Exhibit 10.21.2

 

FIRST AMENDMENT TO OPTION AND PROJECT EVALUATION AGREEMENT

THIS FIRST AMENDMENT TO THE OPTION AND PROJECT EVALUATION AGREEMENT (the “First Amendment”) is entered into effective December 11, 2023 (the “Amendment Effective Date”), by and among Foothills Rare Earths, LLC, f/k/a Piedmont Rare Earths, LLC, a North Carolina limited liability company (“FRE US”), Foothills Rare Earths Limited, f/k/a U.S. Elements Pty Ltd., an Australian limited liability company (“FRE”), Southeast Metals LLC, a Virginia limited liability company (“SEM”), Robert B. Cook, James E. Bond, Richard B. Gilliam, and H. Ross Arnold (each a “Member and collectively, the “Members”). The parties to this Agreement are each referred to as a “Party and collective the “Parties”.

WITNESSETH:

WHEREAS the Parties entered into that certain Option and Project Evaluation Agreement (the “Option”) effective as of December 11, 2020, and

WHEREAS the Parties wish to modify some of the terms of the Option, all as more particularly hereinafter set forth.

NOW THEREFORE, pursuant to the provisions of Section 12(c) of the Option, the Parties hereto, intending to be legally bound, hereby agree as follows:

1.
Section 1(z). Section 1(z) of the Option is hereby deleted in its entirety and replaced with the following:

“(z) “Option Period means the period beginning on the Effective Date and terminating on the earliest to occur of (i) August 1, 2025, (ii) the Closing Date, or (iii) the termination of this Agreement.”

2.
Amendment Effective Date. This First Amendment shall be effective upon the Amendment Effective Date.
3.
Conflict of Terms. In the event of any conflict between the terms of the Option and the terms hereof, the terms of this First Amendment shall control.
4.
No Further Amendment. Except as amended hereby, the Option has not been further amended or modified, and remains in full force and effect, including but not limited to the obligations of FRE in Section 5(b)(c).
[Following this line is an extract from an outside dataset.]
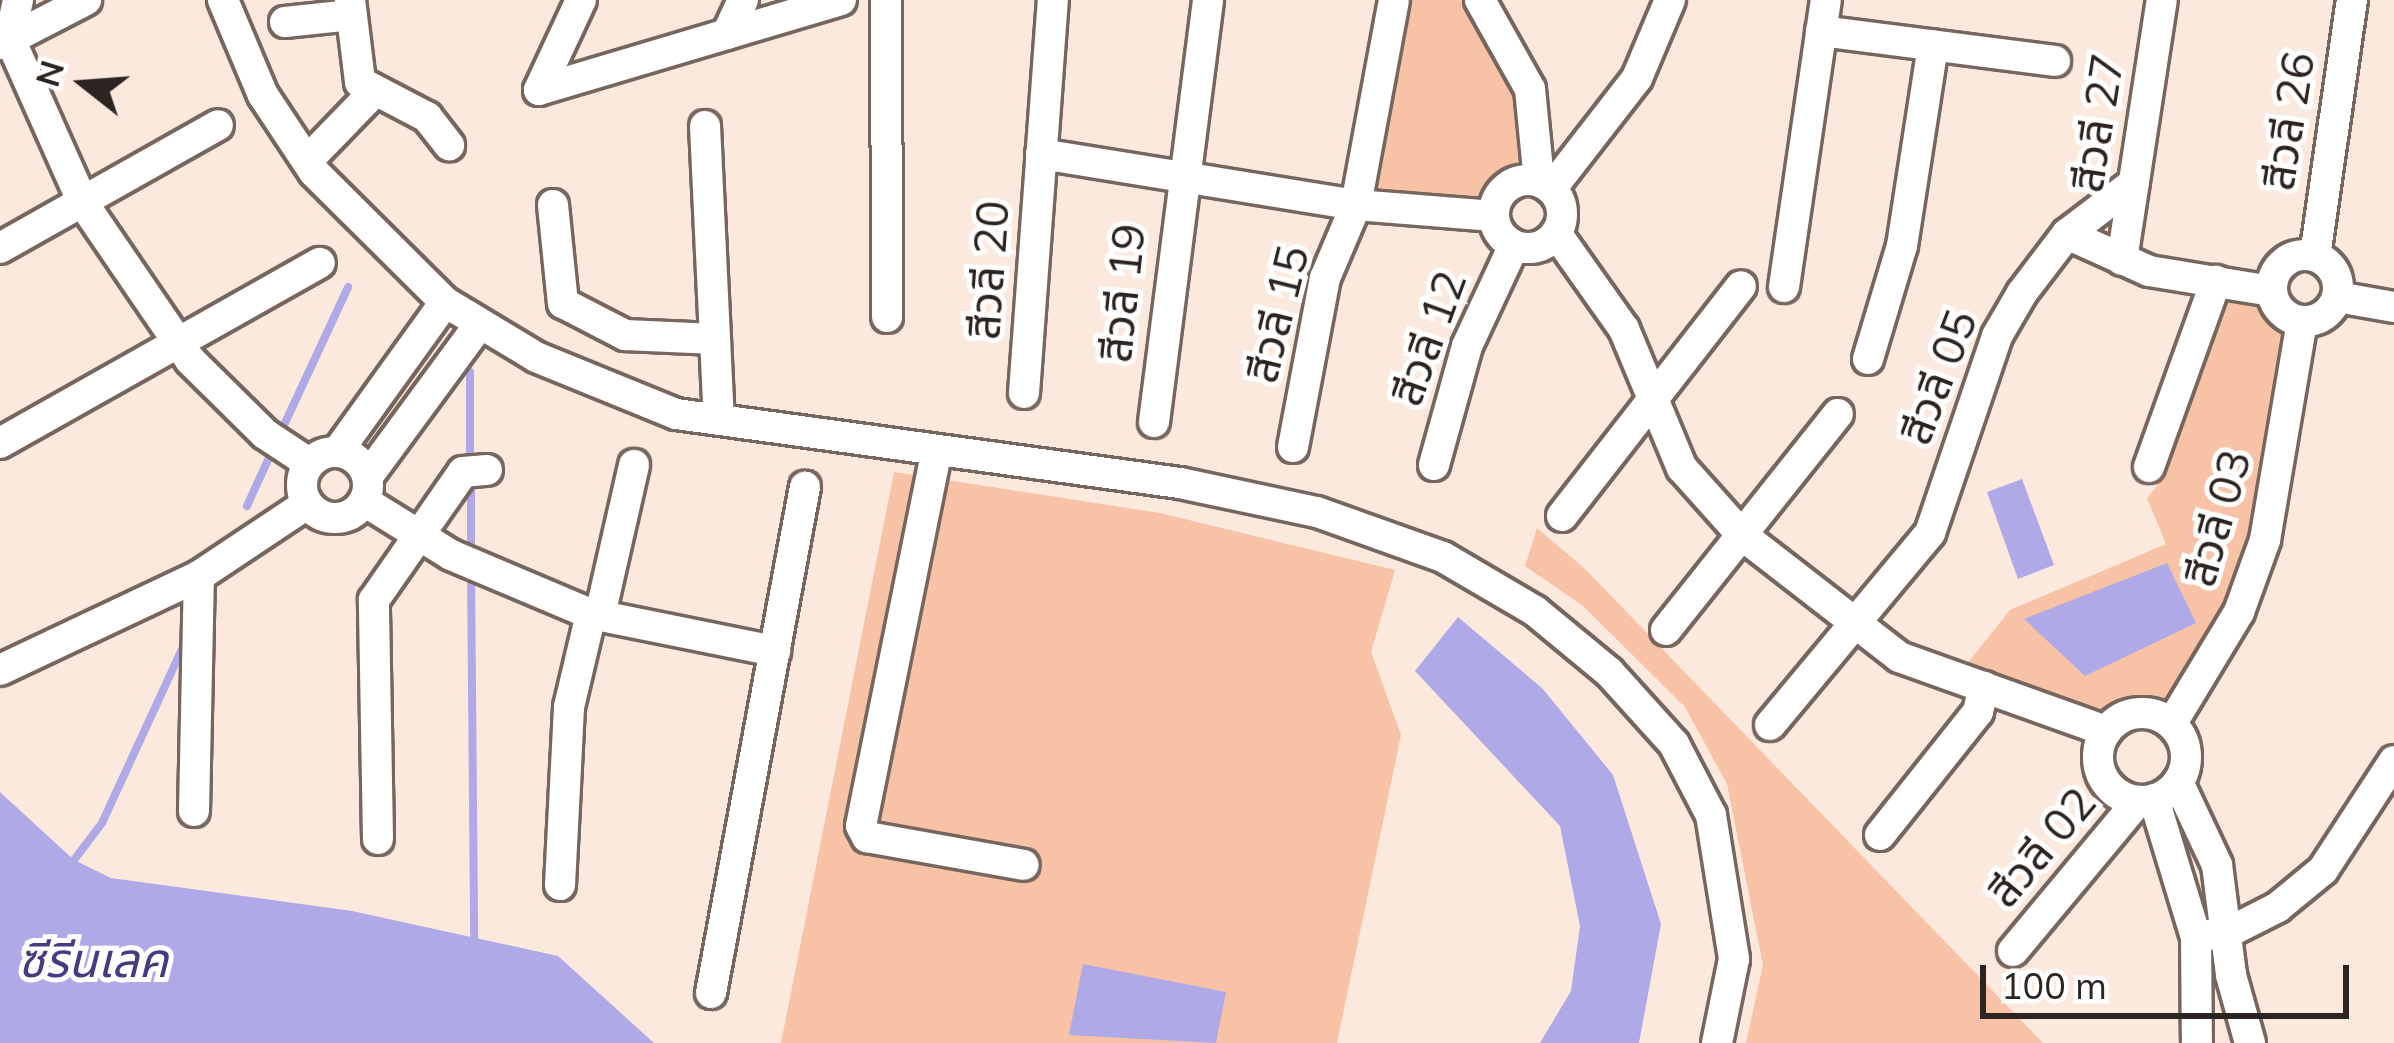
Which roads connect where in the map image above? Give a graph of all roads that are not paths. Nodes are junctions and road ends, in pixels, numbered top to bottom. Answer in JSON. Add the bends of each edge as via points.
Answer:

This First Amendment shall constitute an amendment of the Option and shall be fully incorporated into and subject to the terms and provisions thereof.
5.
Counterparts. This First Amendment may be executed in any number of counterparts and by the different parties hereto in separate counterparts, each of which when so executed shall be deemed an original, but all of which shall constitute one and the same instrument.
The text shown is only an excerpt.